What is nano to cells \& the body? Effects of shape

Viruses protect, target, and deliver active agents to cells and generally have quasi-spherical and filamentous morphologies. Diblock copolymer amphiphiles can assemble in water into similar shapes, namely vesicles (or polymersomes) and worm-like micelles, that prove especially robust. Controlled release polymersomes were prepared with the hydrolysable block copolymers poly(ethyleneglycol)--poly(lactic acid) (PEG-PLA) and PEG--poly(caprolactone) (PEG-PCL). When blended with non-degradable diblocks, release reflects a highly quantized process in which any given vesicle is either intact, retaining its encapsulant, or the vesicle is porated and slowly disasembing.
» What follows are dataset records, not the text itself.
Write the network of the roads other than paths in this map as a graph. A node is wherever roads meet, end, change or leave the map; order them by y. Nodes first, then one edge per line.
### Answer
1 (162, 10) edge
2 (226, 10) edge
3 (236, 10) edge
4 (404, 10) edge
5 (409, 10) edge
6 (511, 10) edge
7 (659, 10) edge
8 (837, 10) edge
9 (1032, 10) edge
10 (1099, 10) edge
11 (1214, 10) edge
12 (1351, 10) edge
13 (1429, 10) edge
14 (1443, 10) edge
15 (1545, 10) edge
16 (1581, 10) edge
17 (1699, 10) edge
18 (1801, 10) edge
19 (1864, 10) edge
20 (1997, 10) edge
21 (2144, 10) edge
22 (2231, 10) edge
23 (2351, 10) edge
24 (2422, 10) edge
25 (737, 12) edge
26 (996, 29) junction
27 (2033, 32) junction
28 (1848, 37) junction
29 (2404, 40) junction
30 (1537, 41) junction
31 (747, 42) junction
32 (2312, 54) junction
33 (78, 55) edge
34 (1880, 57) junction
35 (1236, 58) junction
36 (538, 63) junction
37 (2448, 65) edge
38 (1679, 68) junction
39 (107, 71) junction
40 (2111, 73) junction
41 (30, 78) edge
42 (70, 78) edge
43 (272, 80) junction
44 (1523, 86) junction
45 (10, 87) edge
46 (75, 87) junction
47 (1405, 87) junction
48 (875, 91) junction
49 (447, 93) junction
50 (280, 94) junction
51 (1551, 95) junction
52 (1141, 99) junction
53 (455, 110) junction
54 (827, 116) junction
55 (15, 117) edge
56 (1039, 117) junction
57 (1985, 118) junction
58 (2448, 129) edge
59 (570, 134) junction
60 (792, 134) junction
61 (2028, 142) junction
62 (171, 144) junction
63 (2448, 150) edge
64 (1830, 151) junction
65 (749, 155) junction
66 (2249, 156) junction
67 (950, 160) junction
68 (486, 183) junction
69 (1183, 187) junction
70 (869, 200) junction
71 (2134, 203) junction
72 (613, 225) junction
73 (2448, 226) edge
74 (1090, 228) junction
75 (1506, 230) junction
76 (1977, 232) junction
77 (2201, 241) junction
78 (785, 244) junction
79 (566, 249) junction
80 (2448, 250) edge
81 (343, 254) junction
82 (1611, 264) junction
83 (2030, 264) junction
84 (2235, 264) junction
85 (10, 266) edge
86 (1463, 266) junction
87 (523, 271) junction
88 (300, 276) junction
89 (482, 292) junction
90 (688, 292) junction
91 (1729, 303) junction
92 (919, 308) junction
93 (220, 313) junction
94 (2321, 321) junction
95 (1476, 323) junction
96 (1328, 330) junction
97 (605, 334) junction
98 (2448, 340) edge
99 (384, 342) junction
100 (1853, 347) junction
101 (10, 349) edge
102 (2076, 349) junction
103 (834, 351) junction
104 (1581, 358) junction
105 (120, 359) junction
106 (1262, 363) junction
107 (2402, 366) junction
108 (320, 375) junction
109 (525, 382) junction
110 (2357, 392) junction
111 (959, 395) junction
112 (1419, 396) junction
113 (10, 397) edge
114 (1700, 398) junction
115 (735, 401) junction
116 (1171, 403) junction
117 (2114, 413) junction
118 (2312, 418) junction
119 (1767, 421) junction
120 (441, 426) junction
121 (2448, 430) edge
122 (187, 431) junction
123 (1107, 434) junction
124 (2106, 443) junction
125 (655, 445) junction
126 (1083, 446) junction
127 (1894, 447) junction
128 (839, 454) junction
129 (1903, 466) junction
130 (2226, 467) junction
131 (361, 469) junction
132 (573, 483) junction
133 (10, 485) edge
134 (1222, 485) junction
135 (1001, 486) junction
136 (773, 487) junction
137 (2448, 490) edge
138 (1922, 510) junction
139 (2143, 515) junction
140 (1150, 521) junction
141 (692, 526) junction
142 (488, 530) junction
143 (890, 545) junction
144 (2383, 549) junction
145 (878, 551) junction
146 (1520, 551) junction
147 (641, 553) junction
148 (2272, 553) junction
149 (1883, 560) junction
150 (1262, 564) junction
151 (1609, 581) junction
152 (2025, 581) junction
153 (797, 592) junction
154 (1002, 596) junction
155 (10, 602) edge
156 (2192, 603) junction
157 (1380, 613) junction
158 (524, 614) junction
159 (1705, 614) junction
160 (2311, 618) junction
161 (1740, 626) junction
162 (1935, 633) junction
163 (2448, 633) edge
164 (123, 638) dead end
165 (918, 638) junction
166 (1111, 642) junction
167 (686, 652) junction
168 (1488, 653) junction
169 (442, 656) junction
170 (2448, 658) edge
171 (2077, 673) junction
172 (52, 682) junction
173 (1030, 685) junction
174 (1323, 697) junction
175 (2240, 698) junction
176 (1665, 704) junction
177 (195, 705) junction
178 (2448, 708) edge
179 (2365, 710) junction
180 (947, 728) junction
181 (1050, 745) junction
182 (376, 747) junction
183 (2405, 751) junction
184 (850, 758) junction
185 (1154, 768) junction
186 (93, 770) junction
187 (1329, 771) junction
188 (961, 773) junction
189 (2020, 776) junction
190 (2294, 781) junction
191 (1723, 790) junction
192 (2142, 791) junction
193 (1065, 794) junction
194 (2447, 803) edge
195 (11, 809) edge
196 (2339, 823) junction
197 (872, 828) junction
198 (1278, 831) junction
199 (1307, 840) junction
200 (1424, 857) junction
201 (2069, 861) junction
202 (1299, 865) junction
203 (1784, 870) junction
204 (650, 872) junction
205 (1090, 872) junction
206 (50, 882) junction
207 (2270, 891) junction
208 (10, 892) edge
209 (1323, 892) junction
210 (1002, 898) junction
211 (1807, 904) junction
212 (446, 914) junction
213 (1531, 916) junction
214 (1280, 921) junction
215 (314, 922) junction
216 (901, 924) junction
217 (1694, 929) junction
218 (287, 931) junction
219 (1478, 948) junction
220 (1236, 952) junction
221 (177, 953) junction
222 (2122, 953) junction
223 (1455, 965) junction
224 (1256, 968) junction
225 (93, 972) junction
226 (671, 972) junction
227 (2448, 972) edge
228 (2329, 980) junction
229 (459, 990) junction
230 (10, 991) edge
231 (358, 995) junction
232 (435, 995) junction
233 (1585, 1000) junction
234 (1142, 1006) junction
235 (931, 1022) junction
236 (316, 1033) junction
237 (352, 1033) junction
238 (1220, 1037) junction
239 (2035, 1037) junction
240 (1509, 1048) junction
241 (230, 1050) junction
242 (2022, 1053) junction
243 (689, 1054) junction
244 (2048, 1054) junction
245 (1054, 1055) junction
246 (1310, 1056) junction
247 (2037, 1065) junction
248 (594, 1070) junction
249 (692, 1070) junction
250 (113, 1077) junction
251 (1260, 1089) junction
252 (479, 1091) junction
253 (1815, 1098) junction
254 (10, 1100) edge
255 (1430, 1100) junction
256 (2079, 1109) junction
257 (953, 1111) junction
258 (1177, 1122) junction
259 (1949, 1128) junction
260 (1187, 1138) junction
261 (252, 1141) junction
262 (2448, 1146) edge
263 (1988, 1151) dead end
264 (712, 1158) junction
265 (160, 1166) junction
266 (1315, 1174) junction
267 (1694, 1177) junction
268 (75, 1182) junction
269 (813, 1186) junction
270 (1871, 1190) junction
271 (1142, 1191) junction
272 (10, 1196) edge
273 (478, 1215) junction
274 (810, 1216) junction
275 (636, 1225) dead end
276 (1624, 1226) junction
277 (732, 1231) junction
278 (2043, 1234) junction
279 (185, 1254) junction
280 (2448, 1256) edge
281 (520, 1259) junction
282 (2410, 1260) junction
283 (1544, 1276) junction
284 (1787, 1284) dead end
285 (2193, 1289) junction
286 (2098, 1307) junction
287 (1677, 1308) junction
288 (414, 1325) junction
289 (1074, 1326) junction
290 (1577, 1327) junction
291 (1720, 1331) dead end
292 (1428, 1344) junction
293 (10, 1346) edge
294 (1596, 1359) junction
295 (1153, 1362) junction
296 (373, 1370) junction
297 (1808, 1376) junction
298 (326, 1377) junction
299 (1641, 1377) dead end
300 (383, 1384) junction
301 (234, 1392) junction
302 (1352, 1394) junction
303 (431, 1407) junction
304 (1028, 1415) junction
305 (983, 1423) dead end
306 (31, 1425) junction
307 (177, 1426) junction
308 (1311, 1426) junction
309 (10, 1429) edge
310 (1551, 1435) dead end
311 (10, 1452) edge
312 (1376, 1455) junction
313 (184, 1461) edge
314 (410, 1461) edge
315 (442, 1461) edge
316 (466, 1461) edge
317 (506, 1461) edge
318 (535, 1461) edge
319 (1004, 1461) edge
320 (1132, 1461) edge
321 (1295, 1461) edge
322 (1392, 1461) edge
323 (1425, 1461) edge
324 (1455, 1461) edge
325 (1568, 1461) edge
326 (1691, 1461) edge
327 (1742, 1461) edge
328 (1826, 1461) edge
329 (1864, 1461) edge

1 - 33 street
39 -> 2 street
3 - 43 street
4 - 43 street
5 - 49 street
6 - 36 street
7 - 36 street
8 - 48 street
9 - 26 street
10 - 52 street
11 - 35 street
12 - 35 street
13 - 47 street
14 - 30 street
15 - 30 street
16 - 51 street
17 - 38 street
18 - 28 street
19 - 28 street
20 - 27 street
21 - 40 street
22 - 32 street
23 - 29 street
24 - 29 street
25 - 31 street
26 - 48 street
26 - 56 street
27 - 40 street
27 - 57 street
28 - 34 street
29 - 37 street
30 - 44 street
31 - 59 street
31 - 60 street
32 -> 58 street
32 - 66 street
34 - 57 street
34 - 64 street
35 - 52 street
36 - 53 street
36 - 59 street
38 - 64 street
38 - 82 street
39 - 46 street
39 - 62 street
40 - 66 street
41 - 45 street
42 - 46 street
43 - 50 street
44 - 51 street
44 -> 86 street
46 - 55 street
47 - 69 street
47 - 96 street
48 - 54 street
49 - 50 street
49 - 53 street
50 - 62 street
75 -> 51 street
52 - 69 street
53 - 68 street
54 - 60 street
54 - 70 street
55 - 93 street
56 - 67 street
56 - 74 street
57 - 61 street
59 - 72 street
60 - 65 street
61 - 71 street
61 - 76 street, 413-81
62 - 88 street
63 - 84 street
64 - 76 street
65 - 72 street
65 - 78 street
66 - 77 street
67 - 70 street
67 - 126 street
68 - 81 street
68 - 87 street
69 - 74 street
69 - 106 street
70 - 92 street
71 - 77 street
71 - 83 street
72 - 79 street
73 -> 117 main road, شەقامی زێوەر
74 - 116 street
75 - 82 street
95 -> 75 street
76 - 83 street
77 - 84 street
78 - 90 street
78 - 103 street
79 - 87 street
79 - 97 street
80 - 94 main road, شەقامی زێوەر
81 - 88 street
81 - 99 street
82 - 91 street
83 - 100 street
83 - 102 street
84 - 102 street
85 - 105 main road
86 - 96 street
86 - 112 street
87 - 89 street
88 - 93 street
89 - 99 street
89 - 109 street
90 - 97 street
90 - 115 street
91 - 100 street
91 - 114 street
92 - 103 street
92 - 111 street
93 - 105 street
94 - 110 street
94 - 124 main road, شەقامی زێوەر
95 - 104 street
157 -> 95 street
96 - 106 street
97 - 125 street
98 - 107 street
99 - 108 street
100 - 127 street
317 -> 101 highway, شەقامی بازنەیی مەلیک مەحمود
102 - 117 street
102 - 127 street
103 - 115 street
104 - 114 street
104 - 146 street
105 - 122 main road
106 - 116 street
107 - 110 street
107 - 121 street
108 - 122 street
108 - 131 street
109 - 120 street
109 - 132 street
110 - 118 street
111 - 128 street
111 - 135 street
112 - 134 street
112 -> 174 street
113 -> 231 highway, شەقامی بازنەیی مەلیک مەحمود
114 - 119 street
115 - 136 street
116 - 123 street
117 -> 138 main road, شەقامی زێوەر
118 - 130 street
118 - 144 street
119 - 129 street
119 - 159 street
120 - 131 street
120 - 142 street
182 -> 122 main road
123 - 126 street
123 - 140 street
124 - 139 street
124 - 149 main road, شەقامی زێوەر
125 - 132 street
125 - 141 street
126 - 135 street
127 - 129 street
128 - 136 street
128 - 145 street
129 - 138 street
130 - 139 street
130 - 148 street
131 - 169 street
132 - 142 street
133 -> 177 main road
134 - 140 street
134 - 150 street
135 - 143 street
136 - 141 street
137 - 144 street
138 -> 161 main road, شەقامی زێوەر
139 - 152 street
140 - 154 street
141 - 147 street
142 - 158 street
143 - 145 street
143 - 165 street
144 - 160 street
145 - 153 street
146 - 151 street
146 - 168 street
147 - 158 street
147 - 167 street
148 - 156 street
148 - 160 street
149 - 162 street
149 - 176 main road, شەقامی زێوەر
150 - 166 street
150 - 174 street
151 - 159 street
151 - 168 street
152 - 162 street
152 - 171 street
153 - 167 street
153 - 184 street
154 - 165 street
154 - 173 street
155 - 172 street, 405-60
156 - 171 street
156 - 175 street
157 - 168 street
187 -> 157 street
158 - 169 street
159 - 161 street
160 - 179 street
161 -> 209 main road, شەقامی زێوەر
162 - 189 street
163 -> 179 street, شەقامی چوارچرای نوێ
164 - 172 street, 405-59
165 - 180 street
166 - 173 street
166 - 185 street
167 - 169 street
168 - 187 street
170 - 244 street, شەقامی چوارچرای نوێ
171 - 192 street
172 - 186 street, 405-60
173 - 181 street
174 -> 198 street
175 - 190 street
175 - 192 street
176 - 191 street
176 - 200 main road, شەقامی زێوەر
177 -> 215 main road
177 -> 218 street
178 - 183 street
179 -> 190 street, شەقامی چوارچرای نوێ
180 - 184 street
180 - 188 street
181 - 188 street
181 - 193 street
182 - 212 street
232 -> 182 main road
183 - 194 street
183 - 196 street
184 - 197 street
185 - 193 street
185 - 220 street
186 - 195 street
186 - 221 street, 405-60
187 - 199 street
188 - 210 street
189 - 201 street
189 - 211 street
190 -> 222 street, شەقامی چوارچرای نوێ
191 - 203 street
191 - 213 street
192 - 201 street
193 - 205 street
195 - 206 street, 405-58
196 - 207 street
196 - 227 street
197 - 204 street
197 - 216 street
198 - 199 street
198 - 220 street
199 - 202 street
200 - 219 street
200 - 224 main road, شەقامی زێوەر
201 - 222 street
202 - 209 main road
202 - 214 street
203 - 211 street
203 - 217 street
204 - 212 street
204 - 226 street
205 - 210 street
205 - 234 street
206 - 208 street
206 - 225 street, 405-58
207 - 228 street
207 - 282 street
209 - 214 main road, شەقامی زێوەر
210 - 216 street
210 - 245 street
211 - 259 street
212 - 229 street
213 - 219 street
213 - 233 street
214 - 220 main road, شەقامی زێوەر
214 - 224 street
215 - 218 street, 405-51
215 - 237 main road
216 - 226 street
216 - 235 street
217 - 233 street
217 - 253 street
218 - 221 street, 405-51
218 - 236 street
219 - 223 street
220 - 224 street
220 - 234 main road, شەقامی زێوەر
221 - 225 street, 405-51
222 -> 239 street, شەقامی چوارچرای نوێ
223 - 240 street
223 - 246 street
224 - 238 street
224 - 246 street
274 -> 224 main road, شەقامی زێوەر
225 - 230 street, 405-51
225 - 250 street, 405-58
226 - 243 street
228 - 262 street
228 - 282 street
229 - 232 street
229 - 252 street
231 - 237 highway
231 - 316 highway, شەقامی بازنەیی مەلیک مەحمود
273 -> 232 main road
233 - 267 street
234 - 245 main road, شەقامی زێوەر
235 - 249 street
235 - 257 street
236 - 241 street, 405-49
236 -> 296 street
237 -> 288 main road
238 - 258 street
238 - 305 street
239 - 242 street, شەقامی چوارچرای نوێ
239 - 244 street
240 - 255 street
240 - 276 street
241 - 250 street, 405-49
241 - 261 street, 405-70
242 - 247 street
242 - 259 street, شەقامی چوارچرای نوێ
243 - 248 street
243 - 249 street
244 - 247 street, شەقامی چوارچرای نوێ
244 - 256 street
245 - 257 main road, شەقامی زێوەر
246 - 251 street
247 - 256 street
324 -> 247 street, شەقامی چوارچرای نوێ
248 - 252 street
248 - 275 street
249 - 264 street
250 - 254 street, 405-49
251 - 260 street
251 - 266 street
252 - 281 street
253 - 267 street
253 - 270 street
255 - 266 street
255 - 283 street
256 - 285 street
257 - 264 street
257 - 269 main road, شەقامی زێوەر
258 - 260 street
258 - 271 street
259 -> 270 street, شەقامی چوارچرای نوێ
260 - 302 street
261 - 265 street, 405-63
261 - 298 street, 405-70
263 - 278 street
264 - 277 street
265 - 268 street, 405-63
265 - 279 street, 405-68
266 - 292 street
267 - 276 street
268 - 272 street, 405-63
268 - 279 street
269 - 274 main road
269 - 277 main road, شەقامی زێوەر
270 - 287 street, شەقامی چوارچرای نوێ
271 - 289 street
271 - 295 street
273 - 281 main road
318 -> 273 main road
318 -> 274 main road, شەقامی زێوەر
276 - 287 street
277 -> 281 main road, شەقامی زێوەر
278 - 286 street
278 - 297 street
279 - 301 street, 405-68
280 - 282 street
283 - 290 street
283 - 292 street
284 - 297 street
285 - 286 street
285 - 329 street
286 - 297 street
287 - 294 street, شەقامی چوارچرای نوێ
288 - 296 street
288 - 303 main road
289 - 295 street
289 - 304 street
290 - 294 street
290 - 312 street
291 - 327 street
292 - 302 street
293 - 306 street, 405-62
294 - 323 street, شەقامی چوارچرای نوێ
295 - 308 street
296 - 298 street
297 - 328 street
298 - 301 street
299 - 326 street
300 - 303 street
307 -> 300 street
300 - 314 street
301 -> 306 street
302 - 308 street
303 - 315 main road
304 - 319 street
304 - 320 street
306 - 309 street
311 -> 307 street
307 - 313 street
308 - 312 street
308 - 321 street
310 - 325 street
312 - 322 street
In vivo studies demonstrate the stealthiness of polymersomes, while emerging tests of these vesicles in cell culture demonstrate great promise for controlled release of drugs and oligonucleotides into various cell types. Similar diblock copolymers are being studied as with the vesicles, although the worm micelle formers have more symmetric proportions initially. The goal is to exploit these micelles for fluid transport and delivery of the many hydrophobic drugs to cells. In vitro studies demonstrate the degradation kinetics as well as the great flexibility and targetability of these self-assembled micelles. Surprisingly, initial in vivo studies show that microns-long worm micelles circulate in the blood stream for days longer than even the longest circulating 100 nm PEGylated vesicles.